Video 1, Overview of TotipotentRX and Cesca Therapeutics

December 20, 2013

Matthew Plavan:

Hello everyone and welcome.  I’m Matt Plavan, the CEO of ThermoGenesis and I’m here today with Ken Harris, the CEO of TotipotentRX.  We are pleased to be with you today and to take this opportunity to talk about the proposed merger between our two companies which will create a new company called Cesca Therapeutics.

This is the first in a series of short videos designed to help educate our investors, our customers and patients as to the benefits of this proposed merger.
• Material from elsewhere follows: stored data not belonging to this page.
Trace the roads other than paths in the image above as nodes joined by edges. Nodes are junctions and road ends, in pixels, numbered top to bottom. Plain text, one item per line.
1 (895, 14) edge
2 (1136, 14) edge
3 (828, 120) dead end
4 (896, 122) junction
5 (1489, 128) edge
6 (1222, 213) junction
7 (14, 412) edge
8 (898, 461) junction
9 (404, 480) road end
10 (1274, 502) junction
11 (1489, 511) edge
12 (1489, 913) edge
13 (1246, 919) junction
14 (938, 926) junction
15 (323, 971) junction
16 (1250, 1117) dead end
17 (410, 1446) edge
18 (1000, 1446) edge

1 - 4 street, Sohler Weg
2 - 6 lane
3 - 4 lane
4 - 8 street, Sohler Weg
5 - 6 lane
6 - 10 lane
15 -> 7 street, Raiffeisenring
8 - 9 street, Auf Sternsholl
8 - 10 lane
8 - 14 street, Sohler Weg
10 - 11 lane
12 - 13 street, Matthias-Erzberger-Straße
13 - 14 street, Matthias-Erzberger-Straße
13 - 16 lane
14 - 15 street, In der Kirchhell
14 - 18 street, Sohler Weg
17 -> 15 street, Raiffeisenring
Before we get started, I’d like to point out that we have filed a merger proxy on the Form S-4 with the Securities and Exchange Commission in early November of 2013.  This proxy provides a sense of information regarding this merger including a background on the merger and reasons we believe this merger is in the best interest of our shareholders for each of our companies.

Okay, so let me start by dialing back the lens a little bit, and as I’m sure you’re aware, there are a number of factors coalescing today that threaten the viability of our healthcare system.  Among them are an aging population, an increasing prevalence in chronic conditions that cannot be cured by drug and other therapies, and a rapidly, seemingly endless rise in the cost of care.  There is good news, however, and that is that we have discovered how to harness the body’s ability to heal itself through regenerative medicine.  As you know, regenerative medicine is the practice of deriving and concentrating stem and other regenerative cells from various tissue sources, including cord blood, bone marrow and adipose tissue—or what was fat—to treat diseased or damaged tissue.  And because regen med has proven safe and is curative in nature, many believe, as do we, it is the antidote for major conditions that are threatening the healthcare system.  In fact, the potential savings in direct costs of chronic care from regenerative medicine therapies is estimated at $250 billion per year, just in the US alone, and the market for the therapies themselves is projected to be over $6 million in 2020.  We’re off to a good start with over a billion dollars invested in this space this past year, and over a billion dollars in revenues generated from therapies in the past year.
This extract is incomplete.